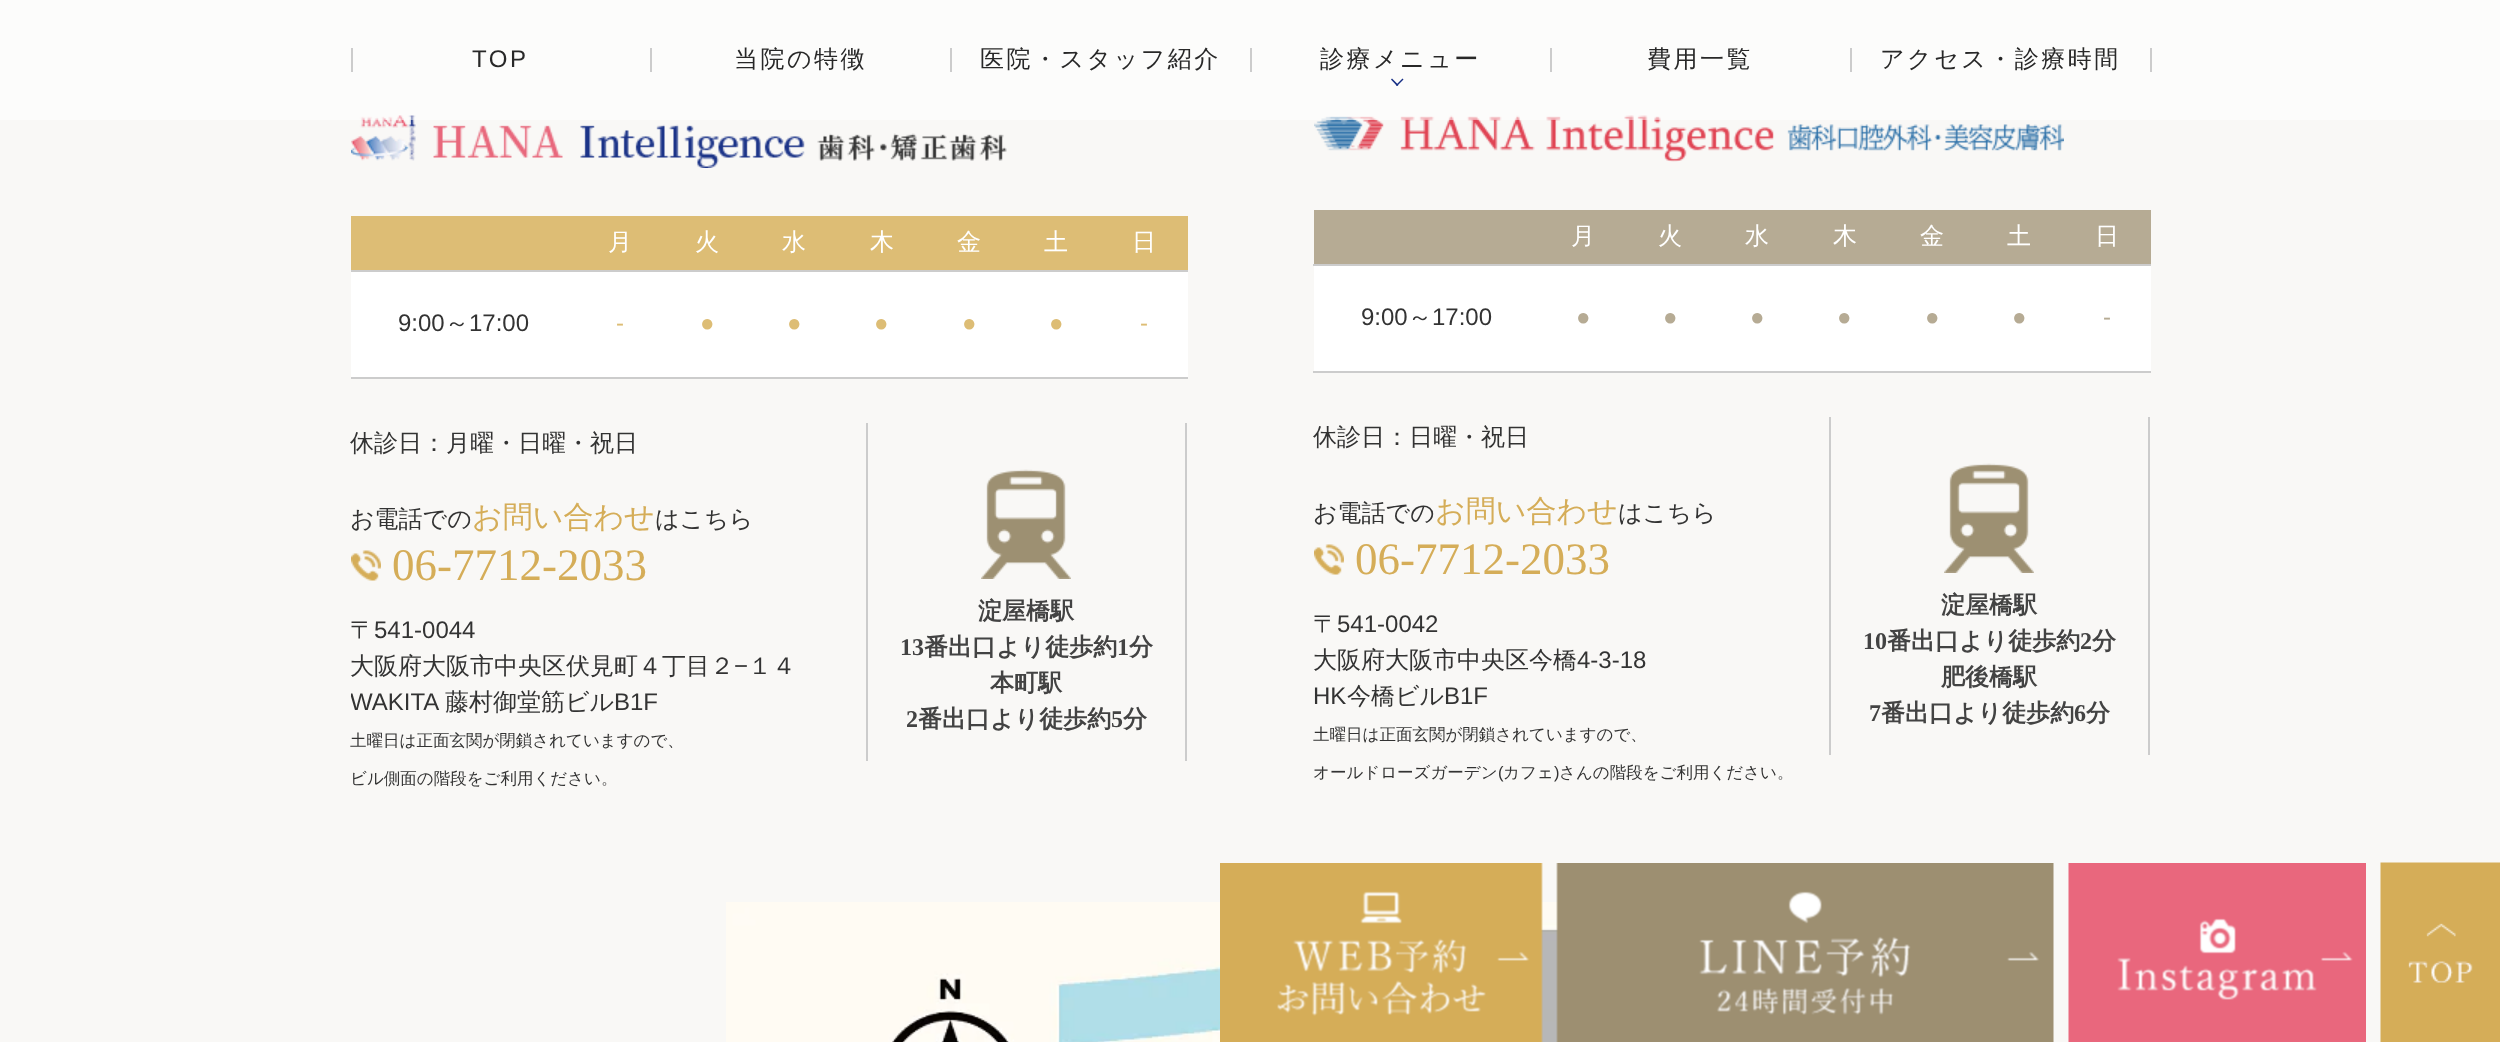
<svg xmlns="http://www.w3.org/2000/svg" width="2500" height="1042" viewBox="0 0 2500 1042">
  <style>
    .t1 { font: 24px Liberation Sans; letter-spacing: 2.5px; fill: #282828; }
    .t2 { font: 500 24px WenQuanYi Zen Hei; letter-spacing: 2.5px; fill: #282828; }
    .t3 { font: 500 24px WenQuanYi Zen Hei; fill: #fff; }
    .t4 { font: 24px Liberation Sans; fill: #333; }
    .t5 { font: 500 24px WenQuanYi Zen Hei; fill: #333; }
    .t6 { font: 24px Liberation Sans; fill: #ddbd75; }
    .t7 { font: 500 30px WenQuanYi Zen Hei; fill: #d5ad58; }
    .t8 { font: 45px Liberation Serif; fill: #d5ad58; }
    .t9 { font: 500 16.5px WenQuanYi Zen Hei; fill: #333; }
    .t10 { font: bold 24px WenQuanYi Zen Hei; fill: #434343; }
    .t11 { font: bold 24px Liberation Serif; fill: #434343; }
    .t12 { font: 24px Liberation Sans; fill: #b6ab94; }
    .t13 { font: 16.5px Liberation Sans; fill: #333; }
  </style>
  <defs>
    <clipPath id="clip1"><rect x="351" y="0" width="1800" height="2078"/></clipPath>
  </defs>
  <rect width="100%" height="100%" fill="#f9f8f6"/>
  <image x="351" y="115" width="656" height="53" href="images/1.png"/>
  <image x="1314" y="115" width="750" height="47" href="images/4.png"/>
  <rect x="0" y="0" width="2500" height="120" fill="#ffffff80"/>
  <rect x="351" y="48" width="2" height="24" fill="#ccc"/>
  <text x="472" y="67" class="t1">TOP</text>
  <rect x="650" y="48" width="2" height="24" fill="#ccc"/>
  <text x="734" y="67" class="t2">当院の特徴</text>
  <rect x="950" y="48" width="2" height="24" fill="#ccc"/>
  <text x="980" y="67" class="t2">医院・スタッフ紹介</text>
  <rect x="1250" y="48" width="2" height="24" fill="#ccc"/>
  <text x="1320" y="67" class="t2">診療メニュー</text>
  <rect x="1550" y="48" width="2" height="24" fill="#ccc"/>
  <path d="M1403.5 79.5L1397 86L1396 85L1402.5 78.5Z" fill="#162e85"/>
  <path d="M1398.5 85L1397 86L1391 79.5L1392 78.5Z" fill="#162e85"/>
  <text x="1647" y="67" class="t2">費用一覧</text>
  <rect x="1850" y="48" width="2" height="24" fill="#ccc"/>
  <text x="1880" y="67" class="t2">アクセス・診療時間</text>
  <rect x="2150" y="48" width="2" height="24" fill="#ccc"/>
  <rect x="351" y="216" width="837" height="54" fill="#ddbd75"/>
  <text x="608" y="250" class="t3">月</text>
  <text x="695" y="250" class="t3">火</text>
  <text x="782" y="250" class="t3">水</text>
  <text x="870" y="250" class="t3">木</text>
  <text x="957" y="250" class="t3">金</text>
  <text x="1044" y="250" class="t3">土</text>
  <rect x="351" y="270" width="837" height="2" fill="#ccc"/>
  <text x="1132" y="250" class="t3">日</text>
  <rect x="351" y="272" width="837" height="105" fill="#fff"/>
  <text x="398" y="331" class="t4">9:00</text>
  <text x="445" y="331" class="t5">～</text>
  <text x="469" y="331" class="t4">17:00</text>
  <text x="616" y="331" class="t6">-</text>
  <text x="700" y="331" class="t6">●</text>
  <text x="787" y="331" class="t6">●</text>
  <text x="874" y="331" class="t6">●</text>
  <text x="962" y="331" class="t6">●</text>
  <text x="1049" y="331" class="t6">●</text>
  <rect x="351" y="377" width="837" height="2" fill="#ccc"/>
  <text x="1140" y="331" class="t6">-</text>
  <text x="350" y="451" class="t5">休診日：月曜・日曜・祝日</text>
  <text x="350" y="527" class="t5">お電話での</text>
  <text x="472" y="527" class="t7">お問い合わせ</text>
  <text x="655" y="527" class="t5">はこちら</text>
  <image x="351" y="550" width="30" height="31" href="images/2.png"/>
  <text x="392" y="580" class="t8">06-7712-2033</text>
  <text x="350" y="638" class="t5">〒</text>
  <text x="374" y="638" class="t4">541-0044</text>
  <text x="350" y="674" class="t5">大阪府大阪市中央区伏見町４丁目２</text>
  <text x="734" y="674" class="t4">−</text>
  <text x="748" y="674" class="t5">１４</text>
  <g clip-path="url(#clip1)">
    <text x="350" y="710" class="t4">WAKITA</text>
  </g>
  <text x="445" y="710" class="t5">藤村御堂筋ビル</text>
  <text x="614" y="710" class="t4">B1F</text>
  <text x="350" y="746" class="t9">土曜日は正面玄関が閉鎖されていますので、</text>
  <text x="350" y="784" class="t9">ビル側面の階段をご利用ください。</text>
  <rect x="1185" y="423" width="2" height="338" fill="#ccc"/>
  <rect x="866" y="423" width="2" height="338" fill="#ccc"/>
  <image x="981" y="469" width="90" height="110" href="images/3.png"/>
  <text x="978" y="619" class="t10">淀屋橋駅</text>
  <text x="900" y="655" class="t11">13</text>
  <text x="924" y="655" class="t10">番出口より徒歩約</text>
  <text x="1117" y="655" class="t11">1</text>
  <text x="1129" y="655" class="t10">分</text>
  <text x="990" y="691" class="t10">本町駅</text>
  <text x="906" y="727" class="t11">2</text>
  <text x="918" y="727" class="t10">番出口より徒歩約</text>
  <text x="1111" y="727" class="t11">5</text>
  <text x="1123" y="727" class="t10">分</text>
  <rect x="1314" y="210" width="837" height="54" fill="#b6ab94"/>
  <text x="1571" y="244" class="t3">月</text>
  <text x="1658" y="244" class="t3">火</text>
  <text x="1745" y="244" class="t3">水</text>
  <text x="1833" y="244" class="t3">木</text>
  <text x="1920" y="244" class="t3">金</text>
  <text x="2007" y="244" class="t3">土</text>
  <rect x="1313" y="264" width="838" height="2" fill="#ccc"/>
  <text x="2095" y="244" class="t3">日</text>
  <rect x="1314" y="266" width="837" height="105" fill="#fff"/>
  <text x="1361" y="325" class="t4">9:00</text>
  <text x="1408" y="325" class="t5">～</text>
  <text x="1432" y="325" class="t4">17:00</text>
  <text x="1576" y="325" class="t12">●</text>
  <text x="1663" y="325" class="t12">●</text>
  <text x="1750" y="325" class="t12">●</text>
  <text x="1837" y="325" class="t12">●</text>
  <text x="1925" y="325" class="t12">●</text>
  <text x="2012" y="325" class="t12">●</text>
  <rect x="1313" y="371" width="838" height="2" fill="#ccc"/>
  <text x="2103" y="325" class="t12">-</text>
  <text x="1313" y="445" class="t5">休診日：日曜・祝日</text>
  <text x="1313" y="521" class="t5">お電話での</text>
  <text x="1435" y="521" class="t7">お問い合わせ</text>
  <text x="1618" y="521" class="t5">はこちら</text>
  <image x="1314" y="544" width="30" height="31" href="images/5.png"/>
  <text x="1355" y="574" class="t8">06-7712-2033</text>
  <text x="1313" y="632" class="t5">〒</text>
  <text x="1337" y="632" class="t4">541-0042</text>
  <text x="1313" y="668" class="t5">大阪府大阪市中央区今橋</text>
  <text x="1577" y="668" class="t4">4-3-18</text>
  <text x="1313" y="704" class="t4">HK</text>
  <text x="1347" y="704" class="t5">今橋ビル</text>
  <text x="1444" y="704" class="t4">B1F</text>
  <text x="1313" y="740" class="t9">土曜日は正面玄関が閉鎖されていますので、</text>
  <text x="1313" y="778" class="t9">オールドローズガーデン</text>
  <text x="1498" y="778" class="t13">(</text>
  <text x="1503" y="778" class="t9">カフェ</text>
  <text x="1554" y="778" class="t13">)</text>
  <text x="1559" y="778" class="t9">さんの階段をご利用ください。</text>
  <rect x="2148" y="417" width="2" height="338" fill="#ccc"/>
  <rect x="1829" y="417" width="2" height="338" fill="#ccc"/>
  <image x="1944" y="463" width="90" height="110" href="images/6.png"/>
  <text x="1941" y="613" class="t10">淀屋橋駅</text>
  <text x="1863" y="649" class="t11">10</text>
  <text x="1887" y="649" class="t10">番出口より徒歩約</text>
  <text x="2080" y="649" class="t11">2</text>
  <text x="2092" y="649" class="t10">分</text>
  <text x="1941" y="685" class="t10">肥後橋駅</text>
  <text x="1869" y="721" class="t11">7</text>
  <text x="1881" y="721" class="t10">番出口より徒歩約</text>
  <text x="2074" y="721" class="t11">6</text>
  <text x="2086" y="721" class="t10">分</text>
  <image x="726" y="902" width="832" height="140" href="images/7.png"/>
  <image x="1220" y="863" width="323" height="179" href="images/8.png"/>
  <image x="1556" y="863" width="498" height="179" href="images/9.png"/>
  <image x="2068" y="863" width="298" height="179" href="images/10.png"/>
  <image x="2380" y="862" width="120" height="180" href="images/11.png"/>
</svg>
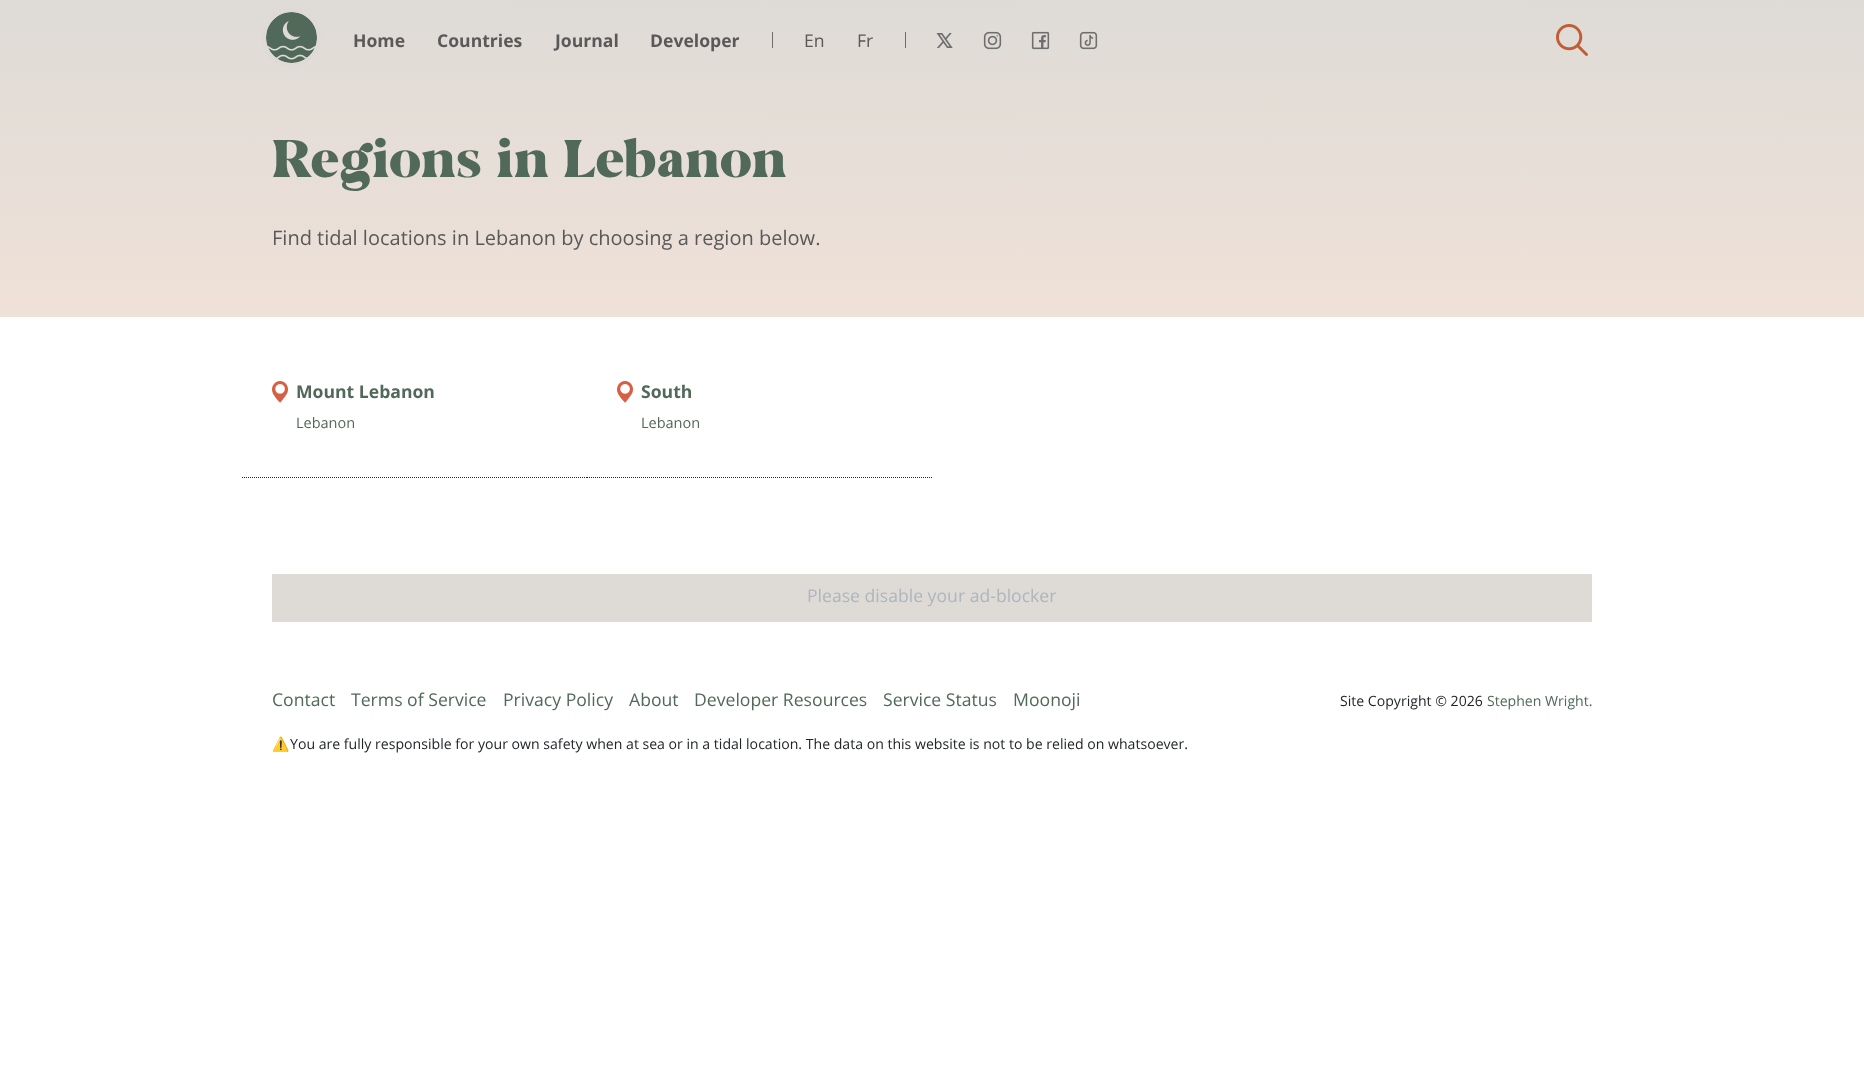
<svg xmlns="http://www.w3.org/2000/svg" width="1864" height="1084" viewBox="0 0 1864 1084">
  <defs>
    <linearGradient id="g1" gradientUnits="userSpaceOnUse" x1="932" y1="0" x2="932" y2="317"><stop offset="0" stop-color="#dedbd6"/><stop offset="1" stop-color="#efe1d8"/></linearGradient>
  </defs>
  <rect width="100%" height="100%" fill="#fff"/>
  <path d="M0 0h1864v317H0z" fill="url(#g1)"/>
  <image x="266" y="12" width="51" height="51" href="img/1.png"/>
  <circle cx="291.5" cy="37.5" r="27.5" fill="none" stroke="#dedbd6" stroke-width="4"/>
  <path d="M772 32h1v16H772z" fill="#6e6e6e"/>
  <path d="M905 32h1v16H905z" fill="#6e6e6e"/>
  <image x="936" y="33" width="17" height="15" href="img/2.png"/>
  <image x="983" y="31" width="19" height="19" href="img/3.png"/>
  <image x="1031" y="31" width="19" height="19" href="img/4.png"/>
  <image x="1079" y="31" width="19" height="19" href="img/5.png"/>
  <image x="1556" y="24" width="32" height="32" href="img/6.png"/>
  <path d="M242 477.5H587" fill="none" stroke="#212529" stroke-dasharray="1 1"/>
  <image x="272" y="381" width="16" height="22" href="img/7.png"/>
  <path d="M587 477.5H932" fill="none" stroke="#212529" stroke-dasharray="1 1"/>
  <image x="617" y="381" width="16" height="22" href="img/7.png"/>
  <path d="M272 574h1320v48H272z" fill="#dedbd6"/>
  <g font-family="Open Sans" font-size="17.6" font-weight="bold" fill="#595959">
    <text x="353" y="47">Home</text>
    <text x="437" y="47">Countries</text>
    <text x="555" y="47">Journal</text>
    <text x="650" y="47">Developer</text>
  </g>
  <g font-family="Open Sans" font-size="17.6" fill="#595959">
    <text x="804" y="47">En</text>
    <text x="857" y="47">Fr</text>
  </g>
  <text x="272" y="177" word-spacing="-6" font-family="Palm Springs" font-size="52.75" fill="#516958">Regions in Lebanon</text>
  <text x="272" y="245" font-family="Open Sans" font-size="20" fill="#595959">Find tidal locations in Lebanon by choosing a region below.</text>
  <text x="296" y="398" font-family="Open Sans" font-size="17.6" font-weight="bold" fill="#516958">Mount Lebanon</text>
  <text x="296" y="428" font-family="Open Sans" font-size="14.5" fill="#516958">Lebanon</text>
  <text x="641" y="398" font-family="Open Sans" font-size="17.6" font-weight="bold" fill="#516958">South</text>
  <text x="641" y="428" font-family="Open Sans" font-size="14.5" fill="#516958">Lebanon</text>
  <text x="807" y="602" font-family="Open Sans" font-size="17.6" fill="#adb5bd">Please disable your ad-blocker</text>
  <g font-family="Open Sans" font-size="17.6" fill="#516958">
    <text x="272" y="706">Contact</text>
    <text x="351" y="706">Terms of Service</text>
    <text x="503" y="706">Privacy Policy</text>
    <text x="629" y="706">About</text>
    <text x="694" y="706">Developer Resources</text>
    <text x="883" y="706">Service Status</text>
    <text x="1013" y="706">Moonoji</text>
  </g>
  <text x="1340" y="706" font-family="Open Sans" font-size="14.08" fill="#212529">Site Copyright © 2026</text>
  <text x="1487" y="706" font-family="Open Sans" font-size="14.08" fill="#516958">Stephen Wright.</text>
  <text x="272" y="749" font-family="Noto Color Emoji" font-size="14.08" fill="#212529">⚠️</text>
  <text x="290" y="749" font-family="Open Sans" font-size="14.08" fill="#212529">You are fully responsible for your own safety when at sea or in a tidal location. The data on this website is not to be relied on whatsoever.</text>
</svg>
_ _ _ _ _ _ _
**What to work on**
Every line that holds the word "dasharray" should be copied from the records.

**Response for this exercise**
  <path d="M242 477.5H587" fill="none" stroke="#212529" stroke-dasharray="1 1"/>
  <path d="M587 477.5H932" fill="none" stroke="#212529" stroke-dasharray="1 1"/>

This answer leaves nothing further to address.